Every line below containing the word "Türkeş" should be found and copied.

======== Provided information

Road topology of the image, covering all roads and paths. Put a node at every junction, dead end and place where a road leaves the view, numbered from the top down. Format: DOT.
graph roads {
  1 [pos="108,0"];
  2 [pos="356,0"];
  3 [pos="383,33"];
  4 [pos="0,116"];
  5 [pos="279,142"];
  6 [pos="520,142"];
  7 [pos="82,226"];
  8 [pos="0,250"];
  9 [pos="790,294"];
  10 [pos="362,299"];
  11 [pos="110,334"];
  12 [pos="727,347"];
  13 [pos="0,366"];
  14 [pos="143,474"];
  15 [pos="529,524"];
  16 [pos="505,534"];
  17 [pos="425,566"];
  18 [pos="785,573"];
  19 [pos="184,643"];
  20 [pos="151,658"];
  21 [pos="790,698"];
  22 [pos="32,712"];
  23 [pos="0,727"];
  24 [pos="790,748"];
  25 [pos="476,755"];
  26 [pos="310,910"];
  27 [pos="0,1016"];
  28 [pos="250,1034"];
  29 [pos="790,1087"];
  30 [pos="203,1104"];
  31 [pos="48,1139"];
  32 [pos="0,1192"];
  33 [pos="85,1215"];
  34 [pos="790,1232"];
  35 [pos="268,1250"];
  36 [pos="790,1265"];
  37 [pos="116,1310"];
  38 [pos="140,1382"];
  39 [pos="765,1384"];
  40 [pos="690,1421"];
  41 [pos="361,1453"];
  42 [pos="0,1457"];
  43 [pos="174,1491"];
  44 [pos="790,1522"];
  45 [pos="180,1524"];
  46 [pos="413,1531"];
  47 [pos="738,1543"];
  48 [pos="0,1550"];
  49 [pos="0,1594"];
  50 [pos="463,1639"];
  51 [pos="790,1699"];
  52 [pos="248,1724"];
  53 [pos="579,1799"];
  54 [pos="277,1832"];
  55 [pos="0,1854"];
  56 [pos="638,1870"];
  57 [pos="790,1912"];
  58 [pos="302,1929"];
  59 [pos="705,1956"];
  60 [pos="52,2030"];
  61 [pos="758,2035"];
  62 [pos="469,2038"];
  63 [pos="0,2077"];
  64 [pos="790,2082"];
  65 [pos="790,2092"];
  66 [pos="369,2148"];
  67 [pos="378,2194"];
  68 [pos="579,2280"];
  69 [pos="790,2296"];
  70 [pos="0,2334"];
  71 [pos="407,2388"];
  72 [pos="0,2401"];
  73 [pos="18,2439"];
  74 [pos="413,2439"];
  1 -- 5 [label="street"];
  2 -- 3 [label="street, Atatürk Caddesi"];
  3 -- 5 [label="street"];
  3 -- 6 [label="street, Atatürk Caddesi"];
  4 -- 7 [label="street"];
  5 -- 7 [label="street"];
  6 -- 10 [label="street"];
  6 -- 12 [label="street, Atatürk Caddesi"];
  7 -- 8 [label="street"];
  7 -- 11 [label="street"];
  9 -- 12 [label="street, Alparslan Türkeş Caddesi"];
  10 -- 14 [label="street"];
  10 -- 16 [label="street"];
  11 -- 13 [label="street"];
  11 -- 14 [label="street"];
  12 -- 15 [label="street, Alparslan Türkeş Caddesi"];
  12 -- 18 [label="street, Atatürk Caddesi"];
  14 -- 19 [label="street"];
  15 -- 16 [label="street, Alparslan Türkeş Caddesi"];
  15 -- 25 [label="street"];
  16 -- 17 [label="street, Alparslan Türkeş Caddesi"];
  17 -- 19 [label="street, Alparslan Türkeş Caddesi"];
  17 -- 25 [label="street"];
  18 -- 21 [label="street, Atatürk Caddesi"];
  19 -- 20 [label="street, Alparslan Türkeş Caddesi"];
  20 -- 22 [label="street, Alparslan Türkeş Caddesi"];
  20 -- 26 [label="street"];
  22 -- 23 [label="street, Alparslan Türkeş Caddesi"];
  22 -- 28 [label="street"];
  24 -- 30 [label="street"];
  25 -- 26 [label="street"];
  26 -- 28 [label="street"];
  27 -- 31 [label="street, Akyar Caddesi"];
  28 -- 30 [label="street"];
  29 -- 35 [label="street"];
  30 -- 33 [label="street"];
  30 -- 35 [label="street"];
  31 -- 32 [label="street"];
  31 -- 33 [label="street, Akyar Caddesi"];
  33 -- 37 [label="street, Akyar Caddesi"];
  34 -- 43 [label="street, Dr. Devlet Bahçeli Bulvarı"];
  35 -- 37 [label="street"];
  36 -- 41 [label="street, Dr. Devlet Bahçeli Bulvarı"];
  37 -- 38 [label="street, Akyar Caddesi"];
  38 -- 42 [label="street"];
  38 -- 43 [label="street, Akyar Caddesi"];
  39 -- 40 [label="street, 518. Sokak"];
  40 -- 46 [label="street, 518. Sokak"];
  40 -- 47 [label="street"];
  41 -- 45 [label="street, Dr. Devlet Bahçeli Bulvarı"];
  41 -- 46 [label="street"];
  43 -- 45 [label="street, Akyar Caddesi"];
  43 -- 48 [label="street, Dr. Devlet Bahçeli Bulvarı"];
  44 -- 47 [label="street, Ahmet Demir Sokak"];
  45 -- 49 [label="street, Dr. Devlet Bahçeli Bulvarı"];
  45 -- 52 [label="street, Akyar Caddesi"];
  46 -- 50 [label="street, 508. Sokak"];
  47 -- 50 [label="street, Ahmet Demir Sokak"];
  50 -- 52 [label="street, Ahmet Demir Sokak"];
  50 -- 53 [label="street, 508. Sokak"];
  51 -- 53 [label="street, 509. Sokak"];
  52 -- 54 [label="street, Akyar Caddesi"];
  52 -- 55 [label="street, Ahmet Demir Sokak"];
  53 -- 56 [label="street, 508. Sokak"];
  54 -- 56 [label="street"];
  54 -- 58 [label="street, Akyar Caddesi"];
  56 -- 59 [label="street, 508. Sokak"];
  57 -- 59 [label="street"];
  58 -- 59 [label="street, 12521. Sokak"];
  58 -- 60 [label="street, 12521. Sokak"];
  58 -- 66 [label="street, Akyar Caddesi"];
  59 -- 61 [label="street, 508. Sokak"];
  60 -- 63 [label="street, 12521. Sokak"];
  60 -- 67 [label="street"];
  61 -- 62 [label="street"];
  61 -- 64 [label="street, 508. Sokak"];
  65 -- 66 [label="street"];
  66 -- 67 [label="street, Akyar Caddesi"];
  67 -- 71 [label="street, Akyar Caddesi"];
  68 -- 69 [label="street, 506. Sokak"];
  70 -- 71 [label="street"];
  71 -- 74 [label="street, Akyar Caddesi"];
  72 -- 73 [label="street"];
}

================

Exercise solution:
  9 -- 12 [label="street, Alparslan Türkeş Caddesi"];
  12 -- 15 [label="street, Alparslan Türkeş Caddesi"];
  15 -- 16 [label="street, Alparslan Türkeş Caddesi"];
  16 -- 17 [label="street, Alparslan Türkeş Caddesi"];
  17 -- 19 [label="street, Alparslan Türkeş Caddesi"];
  19 -- 20 [label="street, Alparslan Türkeş Caddesi"];
  20 -- 22 [label="street, Alparslan Türkeş Caddesi"];
  22 -- 23 [label="street, Alparslan Türkeş Caddesi"];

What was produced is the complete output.